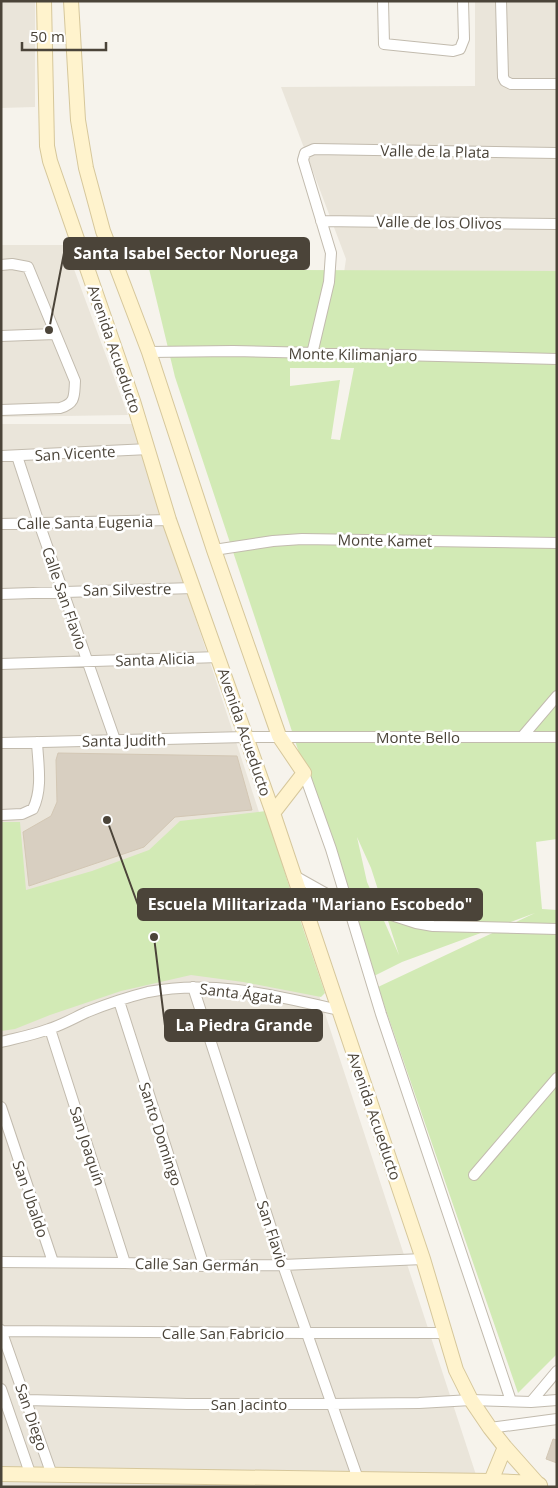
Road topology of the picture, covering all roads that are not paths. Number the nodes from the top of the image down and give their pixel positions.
1 (44, 1) edge
2 (71, 1) edge
3 (383, 1) edge
4 (463, 1) edge
5 (501, 1) edge
6 (557, 84) edge
7 (557, 153) edge
8 (321, 221) junction
9 (557, 224) edge
10 (6, 264) edge
11 (55, 334) junction
12 (1, 336) edge
13 (149, 352) junction
14 (312, 354) junction
15 (557, 359) edge
16 (1, 410) edge
17 (148, 449) junction
18 (1, 456) edge
19 (17, 456) junction
20 (170, 520) junction
21 (39, 523) junction
22 (1, 524) edge
23 (557, 543) edge
24 (214, 550) junction
25 (193, 588) junction
26 (62, 591) junction
27 (1, 594) edge
28 (219, 657) junction
29 (87, 662) junction
30 (1, 664) edge
31 (557, 696) edge
32 (279, 736) junction
33 (246, 737) junction
34 (522, 737) junction
35 (557, 737) edge
36 (115, 740) junction
37 (37, 742) junction
38 (1, 743) edge
39 (304, 773) junction
40 (273, 813) junction
41 (1, 815) edge
42 (293, 875) junction
43 (350, 908) junction
44 (557, 929) edge
45 (193, 987) junction
46 (119, 1001) junction
47 (339, 1010) junction
48 (50, 1029) junction
49 (1, 1042) edge
50 (557, 1078) edge
51 (1, 1107) edge
52 (474, 1175) dead end
53 (422, 1259) junction
54 (1, 1262) edge
55 (53, 1262) junction
56 (125, 1263) junction
57 (283, 1265) junction
58 (204, 1266) junction
59 (1, 1331) edge
60 (307, 1333) junction
61 (444, 1333) junction
62 (557, 1371) edge
63 (1, 1389) edge
64 (27, 1400) junction
65 (471, 1400) junction
66 (557, 1400) edge
67 (3, 1401) edge
68 (511, 1401) junction
69 (531, 1402) junction
70 (331, 1404) junction
71 (557, 1418) edge
72 (490, 1428) junction
73 (505, 1447) junction
74 (1, 1474) edge
75 (30, 1474) junction
76 (52, 1475) junction
77 (358, 1479) junction
78 (492, 1484) edge
79 (540, 1486) edge

1 - 17 street, Avenida Acueducto
2 - 13 street, Avenida Acueducto
3 - 4 street
5 - 6 street
7 - 8 street, Valle de la Plata
8 - 9 street, Valle de los Olivos
8 - 14 street
10 - 11 street
11 - 12 street
11 - 16 street
13 - 14 street, Monte Kilimanjaro
13 - 24 street, Avenida Acueducto
14 - 15 street, Monte Kilimanjaro
17 - 19 street, San Vicente
17 - 20 street, Avenida Acueducto
18 - 19 street, San Vicente
19 - 21 street, Calle San Flavio
20 - 21 street, Calle Santa Eugenia
20 - 25 street, Avenida Acueducto
21 - 22 street, Calle Santa Eugenia
21 - 26 street, Calle San Flavio
23 - 24 street, Monte Kamet
24 - 32 street, Avenida Acueducto
25 - 26 street, San Silvestre
25 - 28 street, Avenida Acueducto
26 - 27 street, San Silvestre
26 - 29 street, Calle San Flavio
28 - 29 street, Santa Alicia
28 - 33 street, Avenida Acueducto
29 - 30 street, Santa Alicia
29 - 36 street, Calle San Flavio
31 - 34 street
32 - 33 street, Monte Bello
32 - 34 street, Monte Bello
32 - 39 street, Avenida Acueducto
33 - 36 street, Santa Judith
33 - 40 street, Avenida Acueducto
34 - 35 street, Monte Bello
36 - 37 street, Santa Judith
37 - 38 street, Santa Judith
37 - 41 street
39 - 40 street
39 - 43 street, Avenida Acueducto
40 - 42 street, Avenida Acueducto
42 - 43 street
42 - 47 street, Avenida Acueducto
43 - 44 street
43 - 68 street, Avenida Acueducto
45 - 46 street, Santa Ágata
45 - 47 street, Santa Ágata
45 - 57 street, San Flavio
46 - 48 street, Santa Ágata
46 - 58 street, Santo Domingo
47 - 53 street, Avenida Acueducto
48 - 49 street, Santa Ágata
48 - 56 street, San Joaquín
50 - 52 street
51 - 55 street, San Ubaldo
53 - 57 street, Calle San Germán
53 - 61 street, Avenida Acueducto
54 - 55 street, Calle San Germán
55 - 56 street, Calle San Germán
56 - 58 street, Calle San Germán
57 - 58 street, Calle San Germán
57 - 60 street, San Flavio
59 - 60 street, Calle San Fabricio
59 - 64 street, San Diego
60 - 61 street, Calle San Fabricio
60 - 70 street, San Flavio
61 - 65 street, Avenida Acueducto
62 - 69 street
63 - 67 street, San Diego
64 - 70 street, San Jacinto
64 - 76 street, San Diego
65 - 68 street, San Jacinto
65 - 70 street, San Jacinto
65 - 72 street, Avenida Acueducto
66 - 69 street, San Jacinto
67 - 75 street, San Diego
68 - 69 street, San Jacinto
70 - 77 street, San Flavio
71 - 72 street
72 - 73 street, Avenida Acueducto
73 - 78 street
73 - 79 street, Avenida Acueducto
74 - 75 street
75 - 76 street
76 - 77 street
77 - 78 street
78 - 79 street

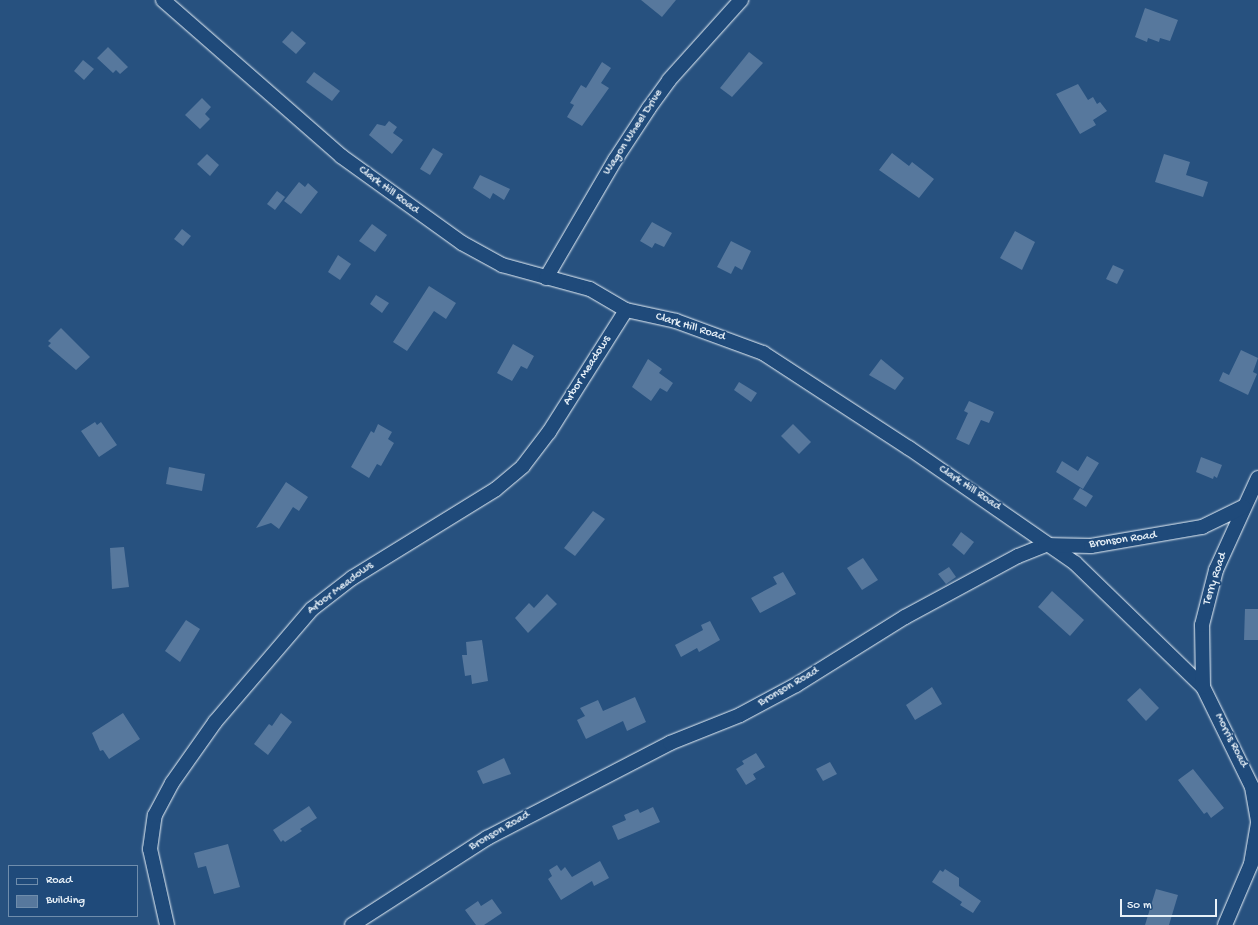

**PROBLEM TO SOLVE**
Please count the lines of the material above that contain "Kilimanjaro", and give only the number.

**SOLUTION TO THE PROBLEM**
2